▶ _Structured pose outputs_
..............................
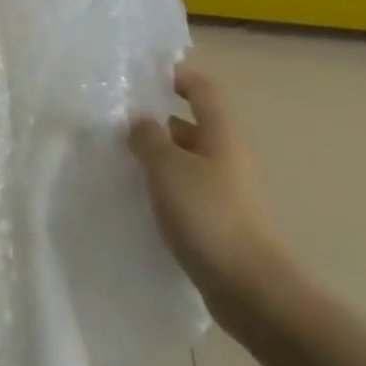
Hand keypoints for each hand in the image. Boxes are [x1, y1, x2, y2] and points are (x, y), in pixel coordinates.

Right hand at [129, 64, 286, 323]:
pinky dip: (162, 186)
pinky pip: (185, 190)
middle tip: (115, 123)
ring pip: (185, 160)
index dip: (177, 77)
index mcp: (221, 135)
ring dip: (156, 156)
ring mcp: (224, 190)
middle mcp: (226, 156)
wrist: (249, 288)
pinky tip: (136, 196)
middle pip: (191, 125)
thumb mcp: (168, 169)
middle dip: (156, 121)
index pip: (203, 90)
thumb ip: (148, 138)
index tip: (143, 78)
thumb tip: (139, 119)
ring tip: (118, 159)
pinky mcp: (217, 220)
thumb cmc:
..............................
▶ _Aim of the task_
Transcribe all lines above exactly, skipping pictures.

▶ _Solution to the exercise_
Hand keypoints for each hand in the image. Boxes are [x1, y1, x2, y2] and points are (x, y), in pixel coordinates.

Right hand at [129, 64, 286, 323]:
pinky dip: (162, 186)
pinky pip: (185, 190)
middle tip: (115, 123)
ring pip: (185, 160)
index dip: (177, 77)
index mcp: (221, 135)
ring dip: (156, 156)
ring mcp: (224, 190)
middle mcp: (226, 156)
wrist: (249, 288)
pinky tip: (136, 196)
middle pip: (191, 125)
thumb mcp: (168, 169)
middle dip: (156, 121)
index pip: (203, 90)
thumb ip: (148, 138)
index tip: (143, 78)
thumb tip: (139, 119)
ring tip: (118, 159)
pinky mcp: (217, 220)
thumb cmc:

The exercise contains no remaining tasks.